* **Supplied information**
• • • • • • •

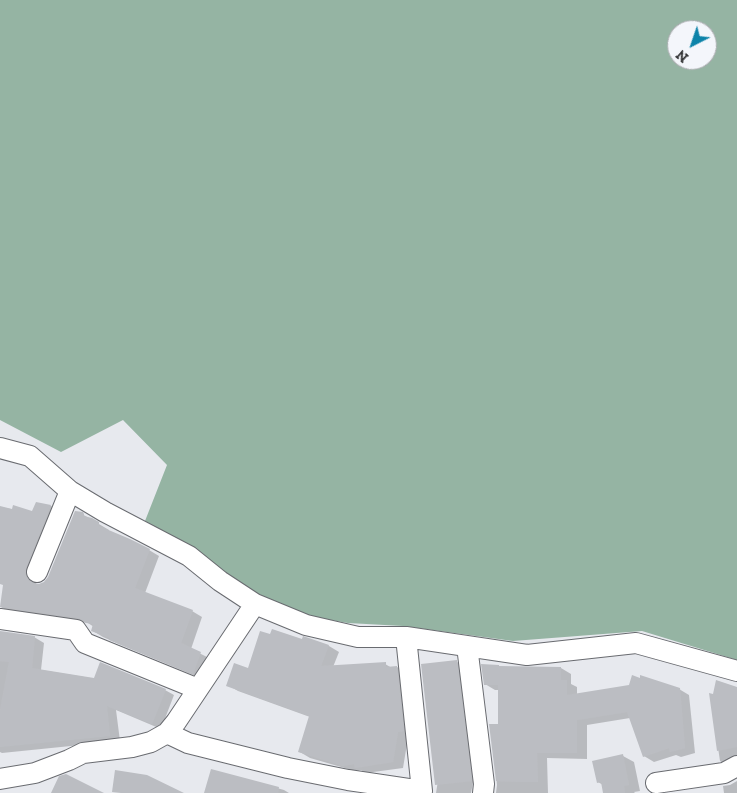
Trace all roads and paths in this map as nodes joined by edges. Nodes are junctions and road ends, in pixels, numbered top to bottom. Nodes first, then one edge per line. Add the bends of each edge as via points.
1 (0, 448) edge
2 (70, 490) junction
3 (37, 572) dead end
4 (255, 604) junction
5 (0, 619) edge
6 (406, 637) junction
7 (467, 646) junction
8 (737, 671) edge
9 (198, 689) junction
10 (167, 733) junction
11 (737, 766) edge
12 (0, 780) edge
13 (656, 783) dead end
14 (483, 793) edge

1 - 2 street via 30,456
2 - 3 street
2 - 4 street via 189,556
4 - 6 street via 306,625 358,637
4 - 9 street
5 - 9 street via 76,630 85,642
6 - 7 street
6 - 10 street via 422,791 288,768 188,743
7 - 8 street via 527,654 636,643
7 - 14 street
9 - 10 street
10 - 12 street via 151,742 83,753 35,773
11 - 13 street via 724,773

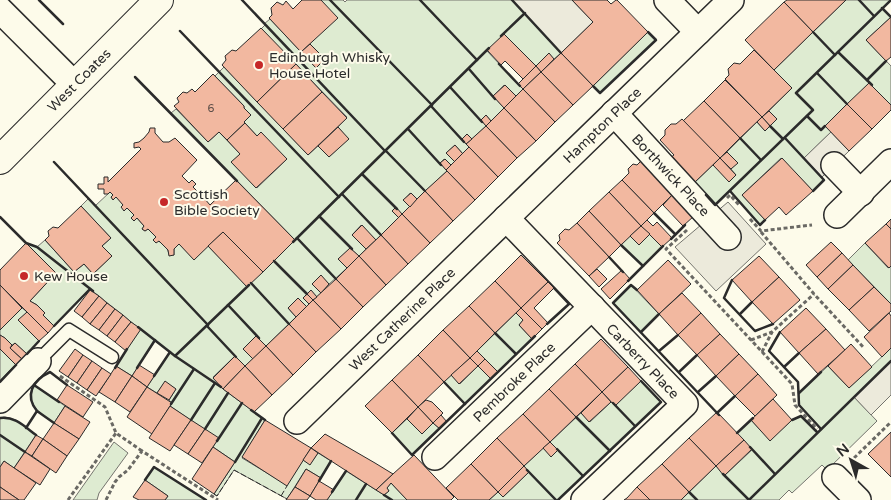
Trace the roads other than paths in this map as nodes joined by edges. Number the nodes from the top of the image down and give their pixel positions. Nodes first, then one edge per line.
1 (159, 0) edge
2 (667, 0) edge
3 (731, 0) edge
4 (0, 10) edge
5 (698, 32) junction
6 (75, 84) junction
7 (614, 114) junction
8 (0, 160) edge
9 (891, 162) edge
10 (834, 165) dead end
11 (861, 193) junction
12 (837, 215) road end
13 (506, 218) junction
14 (728, 236) dead end
15 (592, 308) junction
16 (112, 357) dead end
17 (38, 362) joint
18 (0, 400) edge
19 (297, 421) dead end
20 (435, 458) dead end
21 (835, 477) dead end
22 (584, 500) edge
23 (858, 500) edge

1 - 6 main road, West Coates
2 - 5 street
3 - 5 street, Hampton Place
4 - 6 street
5 - 7 street, Hampton Place
6 - 8 main road, West Coates
7 - 13 street, Hampton Place
7 - 14 street, Borthwick Place
9 - 11 street
10 - 11 street
11 - 12 street
13 - 15 street, Carberry Place
13 - 19 street, West Catherine Place
15 - 20 street, Pembroke Place
15 - 22 street, Carberry Place
16 - 17 lane
17 - 18 street
21 - 23 street

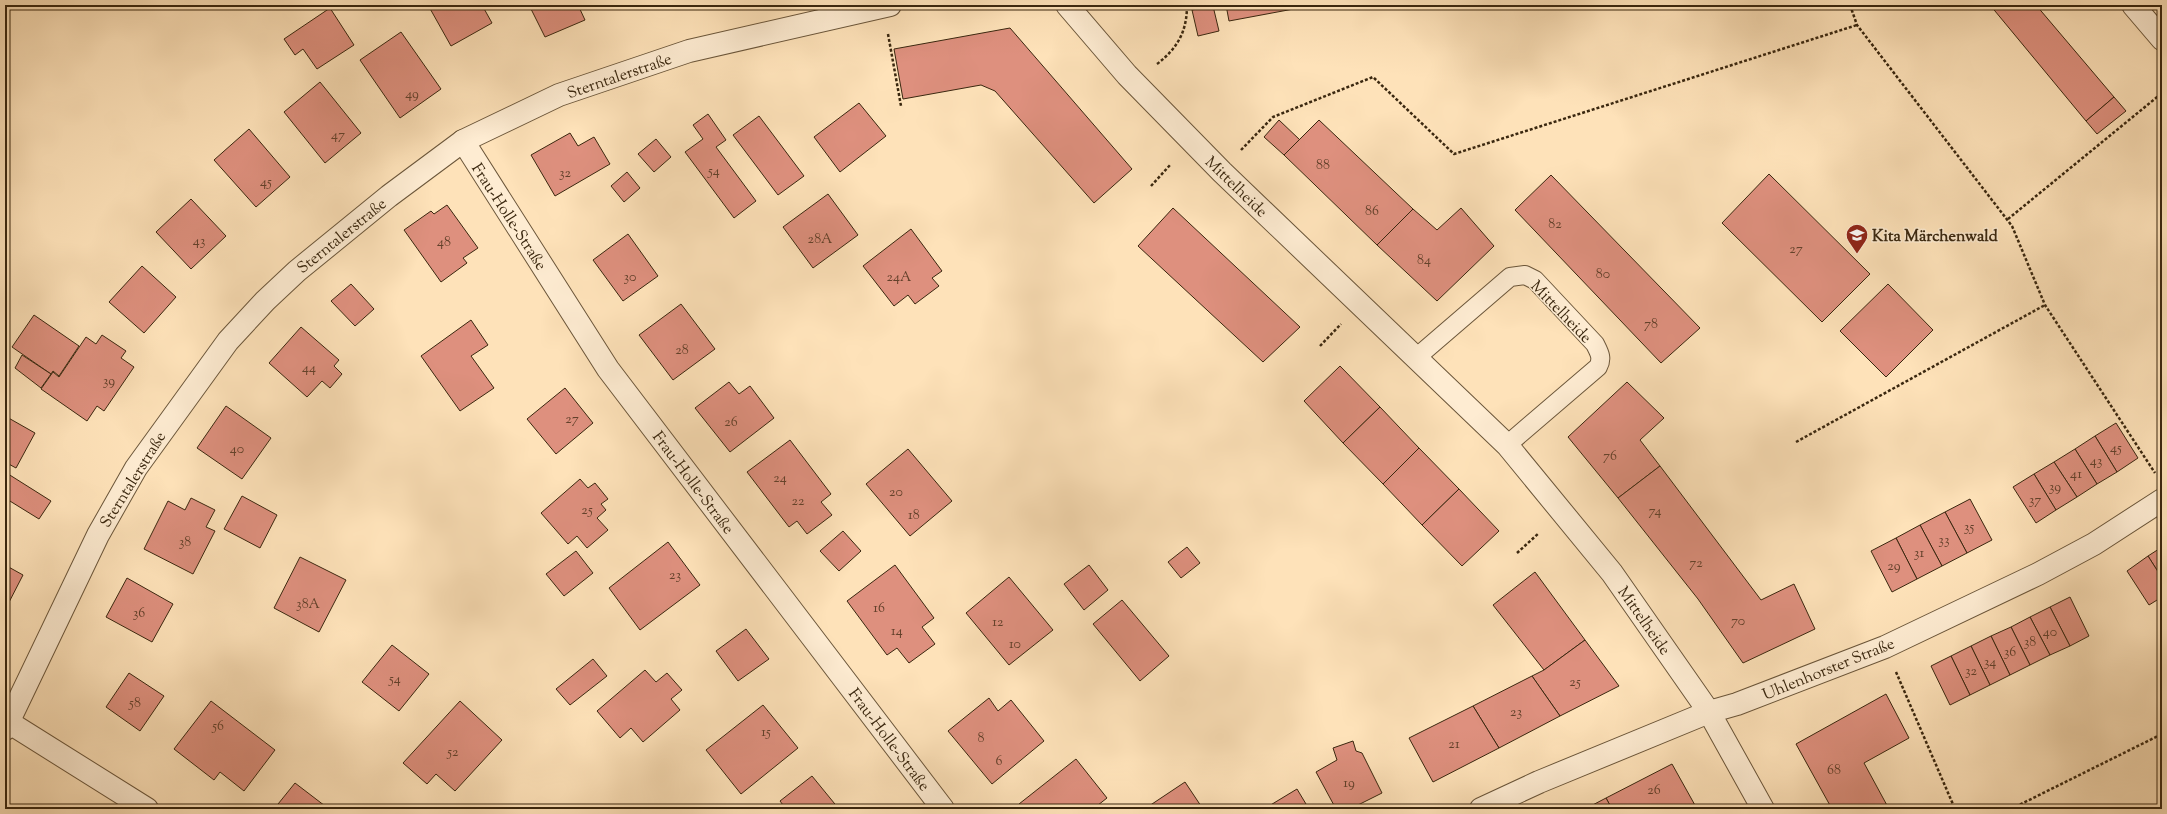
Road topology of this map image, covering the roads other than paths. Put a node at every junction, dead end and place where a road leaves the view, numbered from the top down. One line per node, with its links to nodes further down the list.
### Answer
1 (890, 5): 5 (street, Sterntalerstraße)
2 (1067, 5): 6 (street, Mittelheide)
3 (2133, 5): 4 (street)
4 (2162, 39)
5 (463, 141): 10 (street, Sterntalerstraße); 12 (street, Frau-Holle-Straße)
6 (1417, 357): 7 (street, Mittelheide); 7 (lane, Mittelheide)
7 (1507, 445): 9 (street, Mittelheide)
8 (2162, 500): 9 (street, Uhlenhorster Straße)
9 (1709, 712): 13 (street, Uhlenhorster Straße); 14 (street, Mittelheide)
10 (6, 724): 11 (street)
11 (147, 809)
12 (943, 809)
13 (1481, 809)
14 (1763, 809)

• • • • • • •

* **Your goal**
With the images left out, set down every entry exactly.

* **Response**
Trace all roads and paths in this map as nodes joined by edges. Nodes are junctions and road ends, in pixels, numbered top to bottom. Nodes first, then one edge per line. Add the bends of each edge as via points.
1 (0, 448) edge
2 (70, 490) junction
3 (37, 572) dead end
4 (255, 604) junction
5 (0, 619) edge
6 (406, 637) junction
7 (467, 646) junction
8 (737, 671) edge
9 (198, 689) junction
10 (167, 733) junction
11 (737, 766) edge
12 (0, 780) edge
13 (656, 783) dead end
14 (483, 793) edge

1 - 2 street via 30,456
2 - 3 street
2 - 4 street via 189,556
4 - 6 street via 306,625 358,637
4 - 9 street
5 - 9 street via 76,630 85,642
6 - 7 street
6 - 10 street via 422,791 288,768 188,743
7 - 8 street via 527,654 636,643
7 - 14 street
9 - 10 street
10 - 12 street via 151,742 83,753 35,773
11 - 13 street via 724,773

Trace the roads other than paths in this map as nodes joined by edges. Number the nodes from the top of the image down and give their pixel positions. Nodes first, then one edge per line.
1 (159, 0) edge
2 (667, 0) edge
3 (731, 0) edge
4 (0, 10) edge
5 (698, 32) junction
6 (75, 84) junction
7 (614, 114) junction
8 (0, 160) edge
9 (891, 162) edge
10 (834, 165) dead end
11 (861, 193) junction
12 (837, 215) road end
13 (506, 218) junction
14 (728, 236) dead end
15 (592, 308) junction
16 (112, 357) dead end
17 (38, 362) joint
18 (0, 400) edge
19 (297, 421) dead end
20 (435, 458) dead end
21 (835, 477) dead end
22 (584, 500) edge
23 (858, 500) edge

1 - 6 main road, West Coates
2 - 5 street
3 - 5 street, Hampton Place
4 - 6 street
5 - 7 street, Hampton Place
6 - 8 main road, West Coates
7 - 13 street, Hampton Place
7 - 14 street, Borthwick Place
9 - 11 street
10 - 11 street
11 - 12 street
13 - 15 street, Carberry Place
13 - 19 street, West Catherine Place
15 - 20 street, Pembroke Place
15 - 22 street, Carberry Place
16 - 17 lane
17 - 18 street
21 - 23 street

Road topology of this map image, covering the roads other than paths. Put a node at every junction, dead end and place where a road leaves the view, numbered from the top down. One line per node, with its links to nodes further down the list.
### Answer
1 (890, 5): 5 (street, Sterntalerstraße)
2 (1067, 5): 6 (street, Mittelheide)
3 (2133, 5): 4 (street)
4 (2162, 39)
5 (463, 141): 10 (street, Sterntalerstraße); 12 (street, Frau-Holle-Straße)
6 (1417, 357): 7 (street, Mittelheide); 7 (lane, Mittelheide)
7 (1507, 445): 9 (street, Mittelheide)
8 (2162, 500): 9 (street, Uhlenhorster Straße)
9 (1709, 712): 13 (street, Uhlenhorster Straße); 14 (street, Mittelheide)
10 (6, 724): 11 (street)
11 (147, 809)
12 (943, 809)
13 (1481, 809)
14 (1763, 809)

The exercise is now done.